The mall’s takeout food area was about one-quarter full as people, masks sitting under their chins, grabbed a bite for lunch. Most followed the arrows on the ground, but there were several who walked against the flow.

The water park and ice rink were also open, but there were only a few people at either.

Lisa-Marie House decided to go for a swim with her son at the indoor pool.

“Being a mother of a two-year-old … it’s worrying,” said House, who added she had a lot of trouble keeping her toddler entertained during last spring’s lockdown.

“That’s why we came out today, trying to enjoy the last couple of days before it’s shut down.”

West Edmonton Mall said in an email that it’s working closely with Alberta Health Services and the province on all restrictions and guidelines, including capacity.

“At this time, all mall entrances will remain open as we have procedures in place to ensure that all capacity restrictions are in place and enforced.”

A store manager at one of the more than 800 shops in the mall said she was expecting it to get busy on Friday and Saturday. She also said she has to lay off several of her 20 employees by Sunday because of the reduced capacity limit.

Last month in Calgary, the Chinook shopping centre reported a case of COVID-19 in the mall. Police were also called to the mall on Black Friday to break up fights between teens.

Cadillac Fairview, the company that owns and operates Chinook Centre, did not provide an interview or statement to The Canadian Press.

Despite the confirmed case at the Calgary mall, shopping is “extremely low risk” when it comes to the spread of COVID-19,” said John Graham of the Retail Council of Canada.

“Retail restrictions are more about disrupting the normal movement of citizens and keeping more Albertans home.”

Graham said Manitoba’s move to restrict in-store shopping to essential goods has only driven shoppers online and away from smaller retailers that need the business.

“If you are a furniture store, a jewelry store or a mattress store, then you need the ability for customers to come in to continue to buy your products, so allowing some people to flow through the doors is extremely helpful to keep those businesses going.”

Dr.
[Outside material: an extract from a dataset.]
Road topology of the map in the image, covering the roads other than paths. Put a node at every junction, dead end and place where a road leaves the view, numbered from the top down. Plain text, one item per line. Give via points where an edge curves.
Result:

James Talbot, a professor of public health at the University of Alberta, said imposing 15 per cent capacity inside malls, not just shops, is a good start.
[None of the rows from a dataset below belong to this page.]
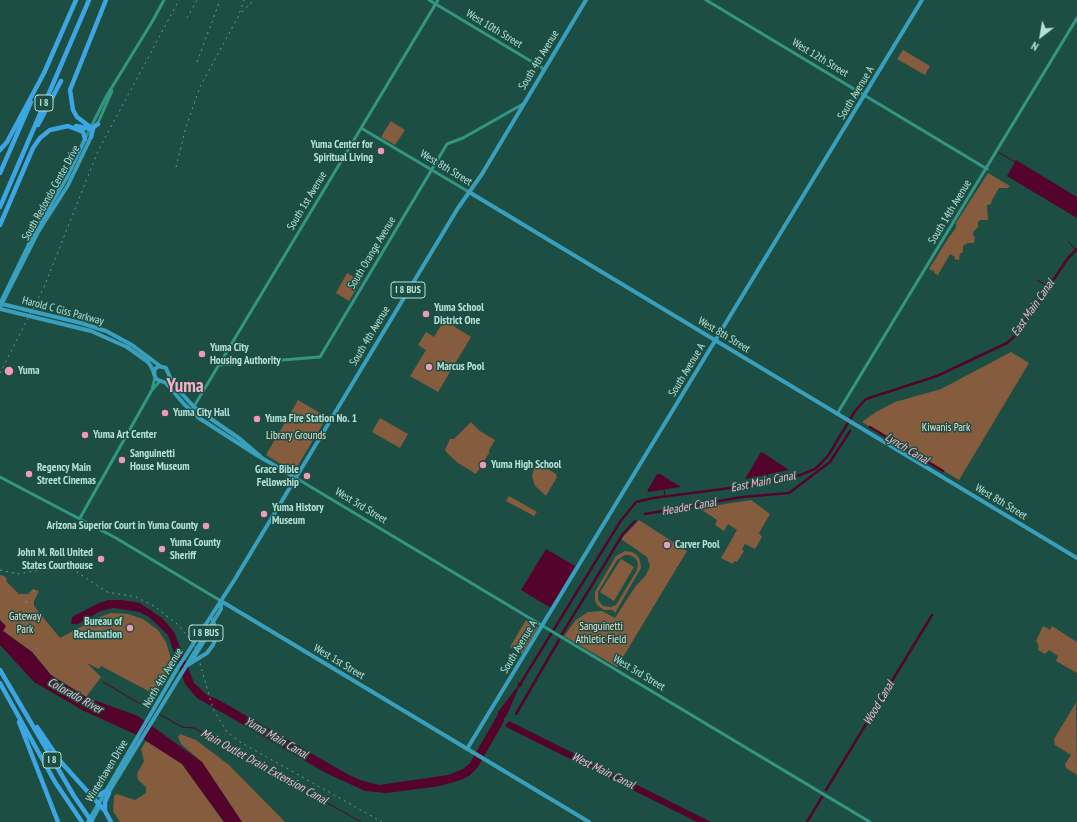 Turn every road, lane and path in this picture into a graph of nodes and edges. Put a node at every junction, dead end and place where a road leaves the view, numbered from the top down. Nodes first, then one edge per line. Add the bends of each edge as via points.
1 (75, 0) edge
2 (89, 0) edge
3 (106, 0) edge
4 (164, 0) edge
5 (429, 0) edge
6 (438, 0) edge
7 (586, 0) edge
8 (706, 0) edge
9 (922, 0) edge
10 (435, 4) junction
11 (1077, 18) edge
12 (544, 69) junction
13 (44, 73) junction
14 (61, 81) dead end
15 (865, 96) junction
16 (523, 104) junction
17 (96, 123) junction
18 (68, 126) junction
19 (90, 127) junction
20 (361, 128) junction
21 (91, 137) junction
22 (85, 139) junction
23 (0, 150) edge
24 (21, 157) junction
25 (987, 169) junction
26 (432, 170) junction
27 (0, 173) edge
28 (468, 192) junction
29 (0, 207) edge
30 (0, 225) edge
31 (9, 293) junction
32 (1, 299) edge
33 (1, 306) edge
34 (20, 308) junction
35 (716, 340) junction
36 (219, 365) junction
37 (160, 366) junction
38 (169, 374) junction
39 (154, 375) junction
40 (161, 381) junction
41 (152, 390) junction
42 (193, 409) junction
43 (837, 414) junction
44 (0, 477) edge
45 (296, 478) junction
46 (80, 518) junction
47 (1077, 558) edge
48 (221, 601) junction
49 (213, 620) junction
50 (214, 625) junction
51 (543, 626) junction
52 (188, 663) junction
53 (0, 670) edge
54 (0, 683) edge
55 (16, 696) junction
56 (9, 698) junction
57 (161, 702) junction
58 (144, 730) joint
59 (467, 749) junction
60 (107, 792) junction
61 (91, 795) junction
62 (99, 805) junction
63 (105, 811) junction
64 (94, 814) junction
65 (58, 822) edge
66 (82, 822) edge
67 (88, 822) edge
68 (91, 822) edge
69 (111, 822) edge
70 (588, 822) edge
71 (870, 822) edge

1 - 13 highway, I 8
2 - 24 highway, I 8
3 - 19 highway via 70,90 73,110 77,117
4 - 17 street, South Redondo Center Drive via 113,86
5 - 10 street, West 10th Street
6 - 10 street, South 1st Avenue
7 - 12 main road, South 4th Avenue / I 8 BUS
8 - 15 street, West 12th Street
9 - 15 main road, South Avenue A
10 - 12 street, West 10th Street
10 - 20 street, South 1st Avenue
11 - 25 street, South 14th Avenue
12 - 16 main road, South 4th Avenue / I 8 BUS
13 - 23 highway via 7,142
13 - 27 highway, I 8
14 - 24 highway
15 - 25 street, West 12th Street
15 - 35 main road, South Avenue A
16 - 26 street, South Orange Avenue via 463,138 447,144
16 - 28 main road, South 4th Avenue / I 8 BUS via 481,175
17 - 19 highway
17 - 21 street, South Redondo Center Drive
18 - 19 highway
18 - 22 highway via 83,132
18 - 30 highway via 50,130 36,143
19 - 21 highway
19 - 22 street, South Redondo Center Drive
20 - 26 street, West 8th Street
20 - 36 street, South 1st Avenue
21 - 31 main road, South Redondo Center Drive via 68,185 38,232
22 - 32 main road, South Redondo Center Drive
24 - 29 highway, I 8
25 - 43 street, South 14th Avenue
26 - 28 street, West 8th Street
26 - 36 street, South Orange Avenue via 320,357
28 - 35 main road, West 8th Street
28 - 45 main road, South 4th Avenue / I 8 BUS
31 - 33 main road, South Redondo Center Drive
31 - 34 main road via 10,302
32 - 33 main road, South Redondo Center Drive
33 - 34 main road, Harold C Giss Parkway
33 - 39 main road, Harold C Giss Parkway via 105,336 148,362
34 - 37 main road, Harold C Giss Parkway via 106,331 132,345
35 - 43 main road, West 8th Street
35 - 51 main road, South Avenue A
36 - 42 street, South 1st Avenue
37 - 38 main road via 166,368
37 - 39 main road via 155,369
38 - 40 main road via 168,378
38 - 42 main road via 173,384
39 - 40 main road
39 - 41 street
40 - 41 street
40 - 42 main road
41 - 46 street
42 - 45 main road via 206,423
43 - 47 main road, West 8th Street
44 - 46 street, West 1st Street
45 - 48 main road, South 4th Avenue / I 8 BUS
45 - 51 street, West 3rd Street
46 - 48 street, West 1st Street
48 - 49 main road, North 4th Avenue / I 8 BUS
48 - 57 main road, North 4th Avenue / I 8 BUS via 177,669
48 - 59 main road, West 1st Street
49 - 50 main road
49 - 52 main road, North 4th Avenue / I 8 BUS
50 - 52 main road
50 - 52 main road via 217,636 213,645 207,653
51 - 59 main road, South Avenue A
51 - 71 street, West 3rd Street
52 - 57 main road, North 4th Avenue / I 8 BUS
53 - 55 highway, I 8
54 - 56 highway, I 8
55 - 61 highway via 53,752
55 - 68 highway, I 8
56 - 65 highway
56 - 66 highway, I 8 via 55,782
57 - 58 main road, North 4th Avenue / I 8 BUS
58 - 60 main road, Winterhaven Drive / I 8 BUS
59 - 70 main road, West 1st Street
60 - 61 highway via 97,796
60 - 62 main road, Winterhaven Drive / I 8 BUS
60 - 63 highway
61 - 62 highway
62 - 63 highway
62 - 64 main road, Winterhaven Drive / I 8 BUS
63 - 69 highway
64 - 67 main road, Winterhaven Drive / I 8 BUS
64 - 68 main road, Winterhaven Drive / I 8 BUS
“What we really don’t want to see is over-crowded malls and lineups with people not obeying social distancing.”

But he noted that malls and stores do not have to wait until Sunday to implement the new measures.

“Just because the government isn’t going to start punishing people until Sunday, doesn’t mean that we shouldn’t exercise our common sense and do the right thing now.”

Alberta had been the only province without a sweeping mask rule, although many communities were already mandating face coverings.

Talbot stressed people in communities where mask bylaws were not passed should still wear one in indoor public places and not wait until the weekend.

“When there is exponential growth (in COVID-19 cases), every day counts,” he said.